Well, let's think about it a little differently: as an investment problem. Suppose you had from $10 to $100 million to spend, in social entrepreneurship or philanthropy. You want to create new technology or solve a longstanding problem - to bring something new into the world that increases the range of the possible. How could you get the best impact for your money?

As Nicole noted, there's the Nobel prize and MacArthur Fellows models. While the former has more name recognition, the latter probably has more impact - it gives 5 years of financial independence to cool people while they are still in their active and creative years. As they say, "the fellowship is not a reward for past accomplishment, but rather an investment in a person's originality, insight, and potential. Indeed, the purpose of the MacArthur Fellows Program is to enable recipients to exercise their own creative instincts for the benefit of human society."

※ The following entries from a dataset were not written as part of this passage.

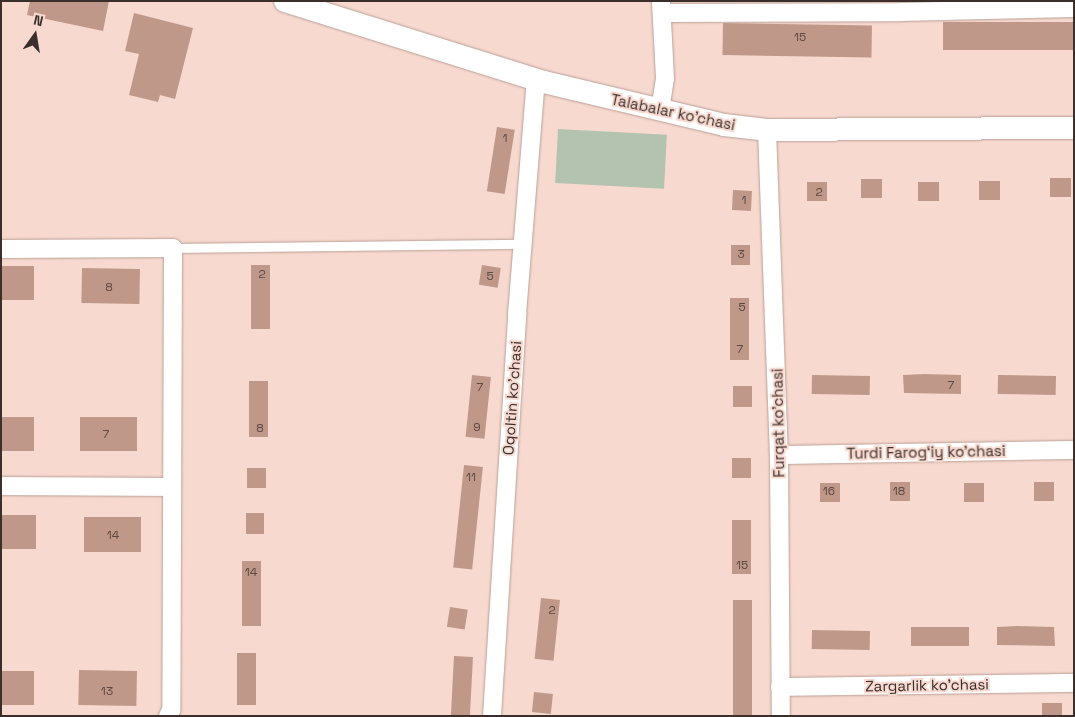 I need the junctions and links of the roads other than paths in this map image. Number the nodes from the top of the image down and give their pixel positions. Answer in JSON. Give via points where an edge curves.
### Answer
{"nodes":[{"id":1,"x":285,"y":1,"type":"edge"},
{"id":2,"x":661,"y":7,"type":"edge"},
{"id":3,"x":900,"y":7,"type":"edge"},
{"id":4,"x":1074,"y":8,"type":"edge"},
{"id":5,"x":536,"y":80,"type":"junction"},
{"id":6,"x":660,"y":110,"type":"junction"},
{"id":7,"x":1074,"y":128,"type":"edge"},
{"id":8,"x":767,"y":130,"type":"junction"},
{"id":9,"x":522,"y":244,"type":"junction"},
{"id":10,"x":173,"y":248,"type":"junction"},
{"id":11,"x":1,"y":249,"type":"edge"},
{"id":12,"x":1074,"y":450,"type":"edge"},
{"id":13,"x":779,"y":455,"type":"junction"},
{"id":14,"x":1,"y":486,"type":"edge"},
{"id":15,"x":172,"y":487,"type":"junction"},
{"id":16,"x":1074,"y":683,"type":"edge"},
{"id":17,"x":780,"y":688,"type":"junction"},
{"id":18,"x":168,"y":716,"type":"edge"},
{"id":19,"x":492,"y":716,"type":"edge"},
{"id":20,"x":780,"y":716,"type":"edge"}],
"edges":[{"from":1,"to":5,"type":"street","name":"Talabalar ko'chasi"},
{"from":2,"to":3,"type":"street"},
{"from":2,"to":6,"type":"street","via":[[665,78]]},
{"from":3,"to":4,"type":"street"},
{"from":5,"to":6,"type":"street","name":"Talabalar ko'chasi"},
{"from":5,"to":9,"type":"street","name":"Oqoltin ko'chasi"},
{"from":6,"to":8,"type":"street","name":"Talabalar ko'chasi","via":[[724,126]]},
{"from":7,"to":8,"type":"street","name":"Talabalar ko'chasi"},
{"from":8,"to":13,"type":"street","name":"Furqat ko'chasi"},
{"from":9,"to":10,"type":"lane"},
{"from":9,"to":19,"type":"street","name":"Oqoltin ko'chasi"},
{"from":10,"to":11,"type":"street"},
{"from":10,"to":15,"type":"street"},
{"from":12,"to":13,"type":"street","name":"Turdi Farog‘iy ko'chasi"},
{"from":13,"to":17,"type":"street","name":"Furqat ko'chasi"},
{"from":14,"to":15,"type":"street"},
{"from":15,"to":18,"type":"street","via":[[171,710]]},
{"from":16,"to":17,"type":"street","name":"Zargarlik ko'chasi"},
{"from":17,"to":20,"type":"street","name":"Furqat ko'chasi"}]}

Then there are the high-risk grants made by some funding agencies, like DARPA and more recently the NIH (National Institutes of Health). From the mission statement of the brand-new NIH Pioneer Award: "History suggests that leaps in knowledge frequently result from exceptional minds willing and able to explore ideas that were considered risky at their inception, especially in the absence of strong supportive data. Such individuals are more likely to take such risks when they are assured of adequate funds for a sufficient period of time, and with the freedom to set their own research agenda."

On a society-wide basis, putting social investment funds exclusively into high-risk grants is about as sensible as picking only startups for your retirement savings plan. But just as mixing asset classes is essential in finance to bound your downside while benefiting from potential upside, we need some degree of reaching beyond our comfort zone in experimenting with social systems and technology. If you can evaluate potential rewards well enough, the few stellar successes make all the rest worthwhile.

Of course, that's the whole trick - how to evaluate potential? The bottom-up grants above evaluate a person's work as an observable proxy for their future potential, on the theory that cool people will naturally keep doing cool work. Traditional research grants occupy a middle ground, using peer review to try to estimate how much value a proposed line of work will generate. The WTN X-prizes are then at the opposite end of the spectrum, with no evaluation of people (the starting point), or of proposed research (the journey) - instead there's only a big fat prize for success (the destination).

If the destination satisfies deeply held human needs, then grand challenges shore up failures of the market by creating a "social demand" for uneconomic yet necessary tasks, going beyond typical consumer demands to make manifest a latent, distributed desire. Think of it as making a market for goals higher on Maslow's hierarchy of needs. Monetary prizes aren't always the best motivating force, especially for inherently distributed ventures like Wikipedia...but at least they focus attention on issues.

To many of us, grand challenges lie in large-scale social technology - macro-relations, if you will. Take this group blog as an example. Many of you read Slashdot, and despite all its faults it does manage to filter contributions from millions of readers. How could a more action-oriented site like WorldChanging be scaled up into a self-managing SlashWikiBlogNoosphere community of millions, with the quality of output continuously increasing as users are added? How could social software enable a community so resourceful that it could, for example, use collaboration, filtering, and modeling tools to rapidly develop solutions for global emergencies and disasters?

Cathedrals in Europe still evoke wonder and admiration - what "cathedrals of achievement" can we build to match that in the 21st century, to remind us every day of higher goals that matter?